(TASK INPUTS)

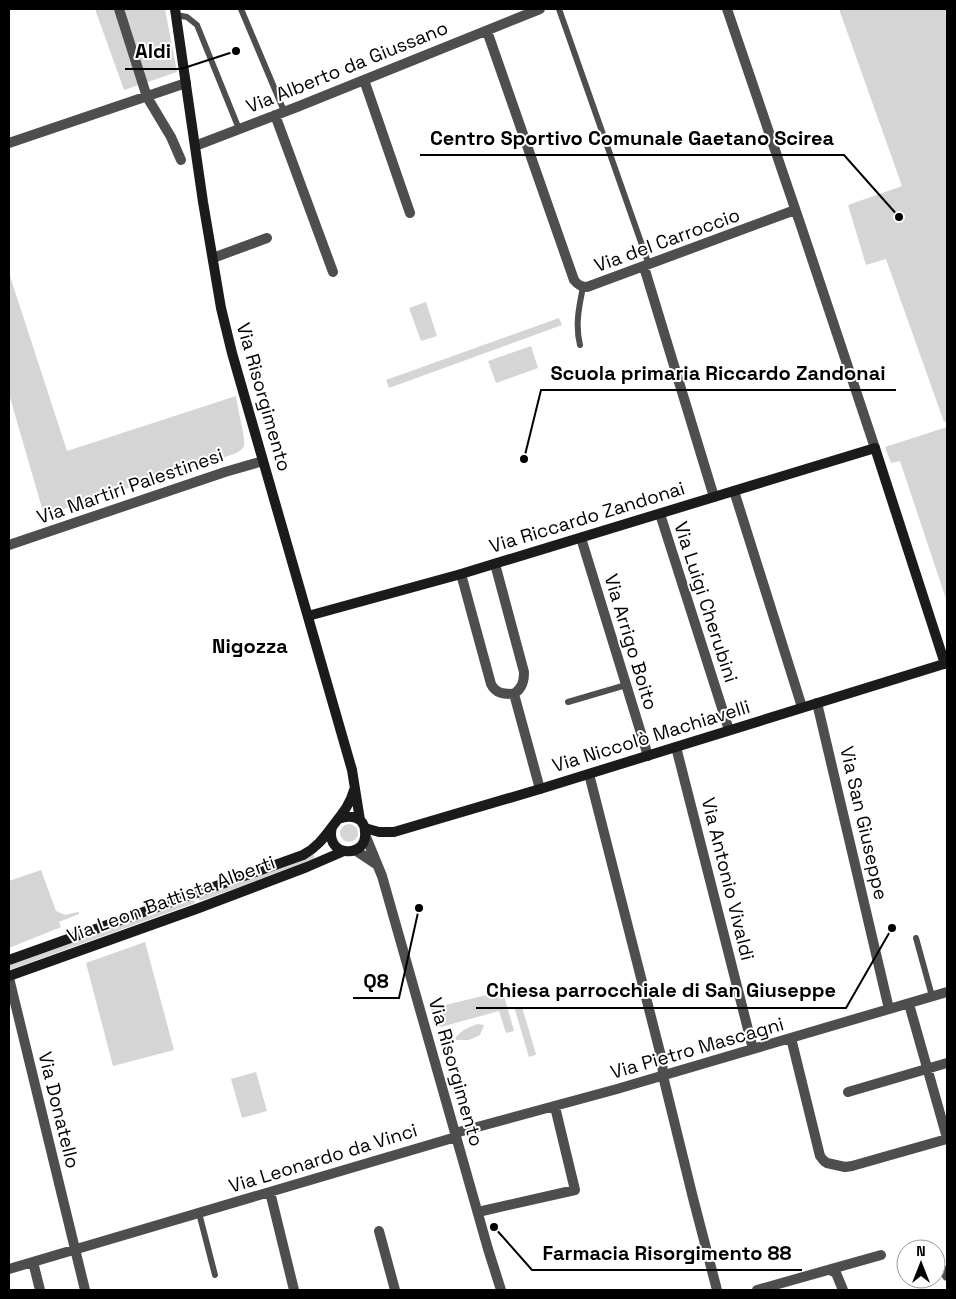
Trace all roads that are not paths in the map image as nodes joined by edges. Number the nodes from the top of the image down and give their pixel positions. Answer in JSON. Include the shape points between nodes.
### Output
{"nodes":[{"id":1,"x":119,"y":9,"type":"edge"},
{"id":2,"x":241,"y":9,"type":"edge"},
{"id":3,"x":540,"y":9,"type":"edge"},
{"id":4,"x":559,"y":9,"type":"edge"},
{"id":5,"x":727,"y":9,"type":"edge"},
{"id":6,"x":175,"y":12,"type":"edge"},
{"id":7,"x":487,"y":31,"type":"junction"},
{"id":8,"x":364,"y":80,"type":"junction"},
{"id":9,"x":186,"y":84,"type":"junction"},
{"id":10,"x":147,"y":97,"type":"junction"},
{"id":11,"x":279,"y":113,"type":"junction"},
{"id":12,"x":239,"y":129,"type":"junction"},
{"id":13,"x":9,"y":143,"type":"edge"},
{"id":14,"x":195,"y":146,"type":"junction"},
{"id":15,"x":181,"y":160,"type":"dead end"},
{"id":16,"x":795,"y":210,"type":"junction"},
{"id":17,"x":410,"y":214,"type":"dead end"},
{"id":18,"x":267,"y":238,"type":"dead end"},
{"id":19,"x":213,"y":258,"type":"junction"},
{"id":20,"x":646,"y":266,"type":"junction"},
{"id":21,"x":332,"y":272,"type":"dead end"},
{"id":22,"x":583,"y":287,"type":"junction"},
{"id":23,"x":580,"y":345,"type":"dead end"},
{"id":24,"x":875,"y":448,"type":"junction"},
{"id":25,"x":263,"y":461,"type":"junction"},
{"id":26,"x":734,"y":491,"type":"junction"},
{"id":27,"x":714,"y":497,"type":"junction"},
{"id":28,"x":660,"y":514,"type":"junction"},
{"id":29,"x":581,"y":538,"type":"junction"},
{"id":30,"x":9,"y":545,"type":"edge"},
{"id":31,"x":495,"y":564,"type":"junction"},
{"id":32,"x":461,"y":574,"type":"junction"},
{"id":33,"x":308,"y":616,"type":"junction"},
{"id":34,"x":946,"y":667,"type":"edge"},
{"id":35,"x":626,"y":685,"type":"junction"},
{"id":36,"x":514,"y":694,"type":"junction"},
{"id":37,"x":568,"y":702,"type":"dead end"},
{"id":38,"x":817,"y":703,"type":"junction"},
{"id":39,"x":802,"y":708,"type":"junction"},
{"id":40,"x":729,"y":730,"type":"junction"},
{"id":41,"x":676,"y":746,"type":"junction"},
{"id":42,"x":648,"y":756,"type":"junction"},
{"id":43,"x":590,"y":774,"type":"junction"},
{"id":44,"x":355,"y":786,"type":"junction"},
{"id":45,"x":540,"y":789,"type":"junction"},
{"id":46,"x":335,"y":823,"type":"junction"},
{"id":47,"x":363,"y":828,"type":"junction"},
{"id":48,"x":355,"y":850,"type":"junction"},
{"id":49,"x":344,"y":851,"type":"junction"},
{"id":50,"x":376,"y":864,"type":"junction"},
{"id":51,"x":916,"y":938,"type":"dead end"},
{"id":52,"x":9,"y":960,"type":"edge"},
{"id":53,"x":9,"y":977,"type":"edge"},
{"id":54,"x":947,"y":992,"type":"edge"},
{"id":55,"x":932,"y":996,"type":"junction"},
{"id":56,"x":909,"y":1004,"type":"junction"},
{"id":57,"x":889,"y":1009,"type":"junction"},
{"id":58,"x":791,"y":1038,"type":"junction"},
{"id":59,"x":753,"y":1049,"type":"junction"},
{"id":60,"x":947,"y":1063,"type":"edge"},
{"id":61,"x":928,"y":1069,"type":"junction"},
{"id":62,"x":663,"y":1076,"type":"junction"},
{"id":63,"x":848,"y":1092,"type":"dead end"},
{"id":64,"x":554,"y":1107,"type":"junction"},
{"id":65,"x":456,"y":1135,"type":"junction"},
{"id":66,"x":947,"y":1138,"type":"edge"},
{"id":67,"x":270,"y":1192,"type":"junction"},
{"id":68,"x":478,"y":1212,"type":"junction"},
{"id":69,"x":199,"y":1213,"type":"junction"},
{"id":70,"x":379,"y":1232,"type":"dead end"},
{"id":71,"x":75,"y":1250,"type":"junction"},
{"id":72,"x":881,"y":1255,"type":"dead end"},
{"id":73,"x":33,"y":1262,"type":"junction"},
{"id":74,"x":9,"y":1269,"type":"edge"},
{"id":75,"x":830,"y":1270,"type":"junction"},
{"id":76,"x":947,"y":1272,"type":"edge"},
{"id":77,"x":215,"y":1275,"type":"dead end"},
{"id":78,"x":947,"y":1276,"type":"edge"},
{"id":79,"x":40,"y":1290,"type":"edge"},
{"id":80,"x":85,"y":1290,"type":"edge"},
{"id":81,"x":294,"y":1290,"type":"edge"},
{"id":82,"x":395,"y":1290,"type":"edge"},
{"id":83,"x":501,"y":1290,"type":"edge"},
{"id":84,"x":718,"y":1290,"type":"edge"},
{"id":85,"x":757,"y":1290,"type":"edge"},
{"id":86,"x":843,"y":1290,"type":"edge"}],
"edges":[{"from":1,"to":10,"type":"street"},
{"from":2,"to":11,"type":"lane"},
{"from":3,"to":7,"type":"street","name":"Via Alberto da Giussano"},
{"from":4,"to":20,"type":"lane"},
{"from":5,"to":16,"type":"street"},
{"from":6,"to":9,"type":"street","name":"Via Risorgimento"},
{"from":6,"to":12,"type":"lane","via":[[196,25]]},
{"from":7,"to":8,"type":"street","name":"Via Alberto da Giussano"},
{"from":7,"to":22,"type":"street","name":"Via del Carroccio","via":[[574,280]]},
{"from":8,"to":11,"type":"street","name":"Via Alberto da Giussano"},
{"from":8,"to":17,"type":"street"},
{"from":9,"to":10,"type":"street"},
{"from":9,"to":14,"type":"street","name":"Via Risorgimento"},
{"from":10,"to":13,"type":"street"},
{"from":10,"to":15,"type":"street"},
{"from":11,"to":12,"type":"street","name":"Via Alberto da Giussano"},
{"from":11,"to":21,"type":"street"},
{"from":12,"to":14,"type":"street","name":"Via Alberto da Giussano"},
{"from":14,"to":19,"type":"street","name":"Via Risorgimento"},
{"from":16,"to":20,"type":"street","name":"Via del Carroccio"},
{"from":16,"to":24,"type":"street"},
{"from":18,"to":19,"type":"street"},
{"from":19,"to":25,"type":"street","name":"Via Risorgimento","via":[[227,336]]},
{"from":20,"to":22,"type":"street","name":"Via del Carroccio"},
{"from":20,"to":27,"type":"street"},
{"from":22,"to":23,"type":"lane","via":[[577,324]]},
{"from":24,"to":26,"type":"street","name":"Via Riccardo Zandonai"},
{"from":24,"to":34,"type":"street"},
{"from":25,"to":30,"type":"street","name":"Via Martiri Palestinesi"},
{"from":25,"to":33,"type":"street","name":"Via Risorgimento"},
{"from":26,"to":27,"type":"street","name":"Via Riccardo Zandonai"},
{"from":26,"to":39,"type":"street"},
{"from":27,"to":28,"type":"street","name":"Via Riccardo Zandonai"},
{"from":28,"to":29,"type":"street","name":"Via Riccardo Zandonai"},
{"from":28,"to":40,"type":"street","name":"Via Luigi Cherubini"},
{"from":29,"to":31,"type":"street","name":"Via Riccardo Zandonai"},
{"from":29,"to":35,"type":"street","name":"Via Arrigo Boito"},
{"from":31,"to":32,"type":"street","name":"Via Riccardo Zandonai"},
{"from":31,"to":36,"type":"street","via":[[524,672],[524,683]]},
{"from":32,"to":33,"type":"street","name":"Via Riccardo Zandonai"},
{"from":32,"to":36,"type":"street","via":[[492,684],[501,694]]},
{"from":33,"to":44,"type":"street","name":"Via Risorgimento"},
{"from":34,"to":38,"type":"street","name":"Via Niccolò Machiavelli"},
{"from":35,"to":37,"type":"lane"},
{"from":35,"to":42,"type":"street","name":"Via Arrigo Boito"},
{"from":36,"to":45,"type":"street"},
{"from":38,"to":39,"type":"street","name":"Via Niccolò Machiavelli"},
{"from":38,"to":57,"type":"street","name":"Via San Giuseppe"},
{"from":39,"to":40,"type":"street","name":"Via Niccolò Machiavelli"},
{"from":40,"to":41,"type":"street","name":"Via Niccolò Machiavelli"},
{"from":41,"to":42,"type":"street","name":"Via Niccolò Machiavelli"},
{"from":41,"to":59,"type":"street","name":"Via Antonio Vivaldi"},
{"from":42,"to":43,"type":"street","name":"Via Niccolò Machiavelli"},
{"from":43,"to":45,"type":"street","name":"Via Niccolò Machiavelli"},
{"from":43,"to":62,"type":"street","via":[[662,1060]]},
{"from":44,"to":46,"type":"street","via":[[346,808]]},
{"from":44,"to":47,"type":"street","name":"Via Risorgimento"},
{"from":45,"to":47,"type":"street","name":"Via Niccolò Machiavelli","via":[[394,832]]},
{"from":46,"to":47,"type":"street","via":[[349,816]]},
{"from":46,"to":49,"type":"street","via":[[332,842]]},
{"from":46,"to":52,"type":"street","name":"Via Leon Battista Alberti","via":[[317,846],[303,855]]},
{"from":47,"to":48,"type":"street","via":[[362,845]]},
{"from":47,"to":50,"type":"street","name":"Via Risorgimento"},
{"from":48,"to":49,"type":"street"},
{"from":48,"to":50,"type":"street"},
{"from":49,"to":53,"type":"street","name":"Via Leon Battista Alberti"},
{"from":50,"to":65,"type":"street","name":"Via Risorgimento"},
{"from":51,"to":55,"type":"lane"},
{"from":53,"to":71,"type":"street","name":"Via Donatello"},
{"from":54,"to":55,"type":"street","name":"Via Pietro Mascagni"},
{"from":55,"to":56,"type":"street","name":"Via Pietro Mascagni"},
{"from":56,"to":57,"type":"street","name":"Via Pietro Mascagni"},
{"from":56,"to":61,"type":"street"},
{"from":57,"to":58,"type":"street","name":"Via Pietro Mascagni"},
{"from":58,"to":59,"type":"street","name":"Via Pietro Mascagni"},
{"from":58,"to":66,"type":"street","via":[[819,1150],[826,1163],[848,1167]]},
{"from":59,"to":62,"type":"street","name":"Via Pietro Mascagni"},
{"from":60,"to":61,"type":"street"},
{"from":61,"to":63,"type":"street"},
{"from":61,"to":66,"type":"street"},
{"from":62,"to":64,"type":"street","name":"Via Pietro Mascagni"},
{"from":62,"to":84,"type":"street"},
{"from":64,"to":65,"type":"street","name":"Via Pietro Mascagni"},
{"from":64,"to":68,"type":"street","via":[[575,1190]]},
{"from":65,"to":67,"type":"street","name":"Via Leonardo da Vinci"},
{"from":65,"to":68,"type":"street","name":"Via Risorgimento"},
{"from":67,"to":69,"type":"street","name":"Via Leonardo da Vinci"},
{"from":67,"to":81,"type":"street"},
{"from":68,"to":83,"type":"street","name":"Via Risorgimento"},
{"from":69,"to":71,"type":"street","name":"Via Leonardo da Vinci"},
{"from":69,"to":77,"type":"lane"},
{"from":70,"to":82,"type":"street"},
{"from":71,"to":73,"type":"street","name":"Via Leonardo da Vinci"},
{"from":71,"to":80,"type":"street","name":"Via Donatello"},
{"from":72,"to":75,"type":"street"},
{"from":73,"to":74,"type":"street","name":"Via Leonardo da Vinci"},
{"from":73,"to":79,"type":"street"},
{"from":75,"to":85,"type":"street"},
{"from":75,"to":86,"type":"street","via":[[836,1273]]},
{"from":76,"to":78,"type":"street"}]}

(End TASK INPUTS)

WHAT IS EXPECTED
A copy of each line above that holds the word "Alberti" is the expected answer.

TASK RESULT
{"from":46,"to":52,"type":"street","name":"Via Leon Battista Alberti","via":[[317,846],[303,855]]},
{"from":49,"to":53,"type":"street","name":"Via Leon Battista Alberti"},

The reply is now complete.